While politics consumes time, SPAK prosecutors have argued that Belinda Balluku's continued tenure poses a direct threat to the investigative process.
Prosecutor Dritan Prençi stated at the Constitutional Court session that Balluku influenced the process of taking evidence after returning to office. "Considering the role and high state function of Ms.
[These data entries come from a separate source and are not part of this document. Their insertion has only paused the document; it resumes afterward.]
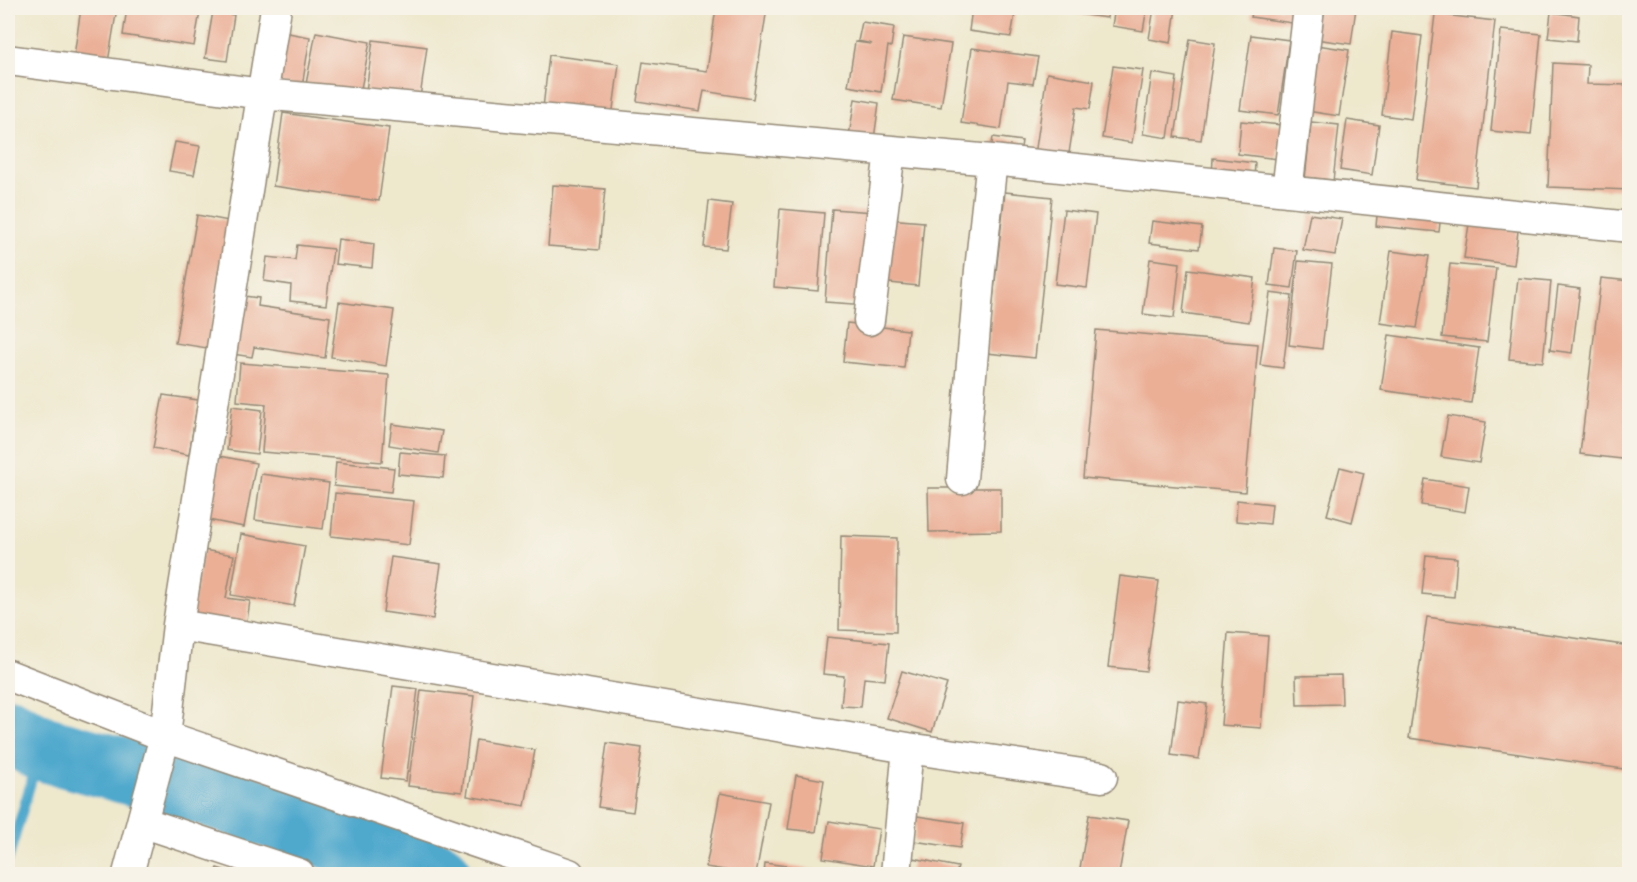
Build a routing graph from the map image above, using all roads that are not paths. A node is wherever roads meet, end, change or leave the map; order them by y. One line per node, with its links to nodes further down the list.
1 (276, 8): 4 (street)
2 (1309, 8): 7 (street)
3 (8, 60): 4 (street)
4 (262, 94): 5 (street); 11 (street)
5 (890, 151): 6 (street); 9 (street)
6 (992, 160): 7 (street); 10 (street)
7 (1287, 191): 8 (street)
8 (1629, 226)
9 (869, 320)
10 (962, 479)
11 (178, 625): 13 (street); 14 (street)
12 (8, 675): 13 (street)
13 (162, 746): 16 (street); 19 (street)
14 (908, 748): 15 (street); 20 (street)
15 (1101, 777)
16 (142, 822): 17 (street); 18 (street)
17 (128, 874)
18 (299, 874)
19 (569, 874)
20 (896, 874)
Balluku, we have argued the needs for taking evidence, investigations with witnesses and the fact that they have actually interfered in the investigation process and violated the taking of evidence," Prençi said.
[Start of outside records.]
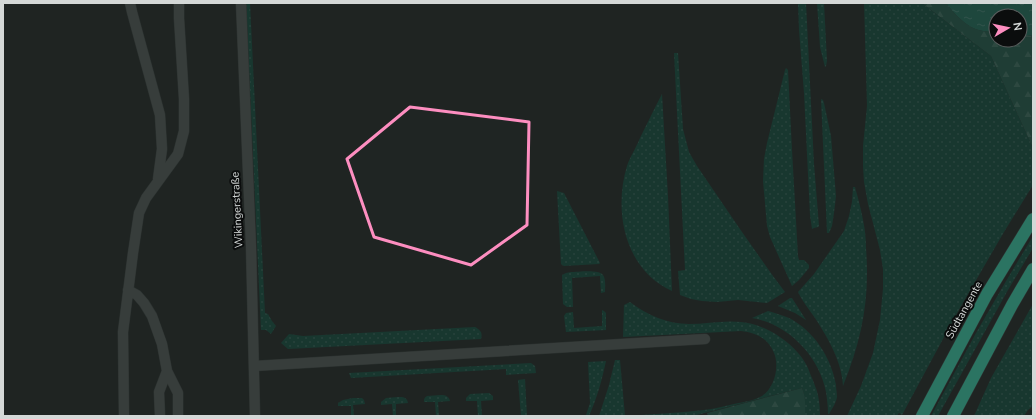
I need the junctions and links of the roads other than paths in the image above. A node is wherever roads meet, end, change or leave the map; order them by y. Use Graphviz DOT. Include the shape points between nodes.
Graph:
graph roads {
  1 [pos="130,3"];
  2 [pos="179,3"];
  3 [pos="241,3"];
  4 [pos="158,181"];
  5 [pos="1033,219"];
  6 [pos="1033,269"];
  7 [pos="128,290"];
  8 [pos="704,338"];
  9 [pos="254,366"];
  10 [pos="167,371"];
  11 [pos="124,416"];
  12 [pos="160,416"];
  13 [pos="178,416"];
  14 [pos="255,416"];
  15 [pos="922,416"];
  16 [pos="953,416"];
  1 -- 4 [label="street" via="160,114 162,149"];
  2 -- 4 [label="street" via="184,131 178,154"];
  3 -- 9 [label="street, Wikingerstraße"];
  4 -- 7 [label="street" via="139,213"];
  5 -- 15 [label="highway, Südtangente" via="987,294"];
  6 -- 16 [label="highway"];
  7 -- 10 [label="street" via="141,299 152,316 162,344"];
  7 -- 11 [label="street" via="123,332"];
  8 -- 9 [label="street"];
  9 -- 14 [label="street, Wikingerstraße"];
  10 -- 12 [label="street" via="159,392"];
  10 -- 13 [label="street" via="178,393"];
}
He also stressed that the Constitutional Court's decision to suspend the restraining order against Balluk had a concrete negative effect on the investigation. "This decision to suspend the order has definitely had an effect, due to her high state role and function ," he said.
SPAK has gone even further, claiming that Balluku exerted pressure on one of her subordinates at the Ministry of Infrastructure and Energy, Mirzeta Kashnica, a member of the Bid Evaluation Committee for the Llogara tunnel tender.

The investigative file states verbatim that "the use of special methods has resulted in data that the defendant, during the time she was familiar with the accusation and performing her duties, exerted pressure in various forms on the person questioned."
For this very reason, SPAK prosecutors have requested not only the suspension from duty, but also the authorization of the arrest of the defendant Belinda Balluku, arguing that she is destroying evidence, influencing witnesses, and endangering the public interest by continuing to exercise her state functions.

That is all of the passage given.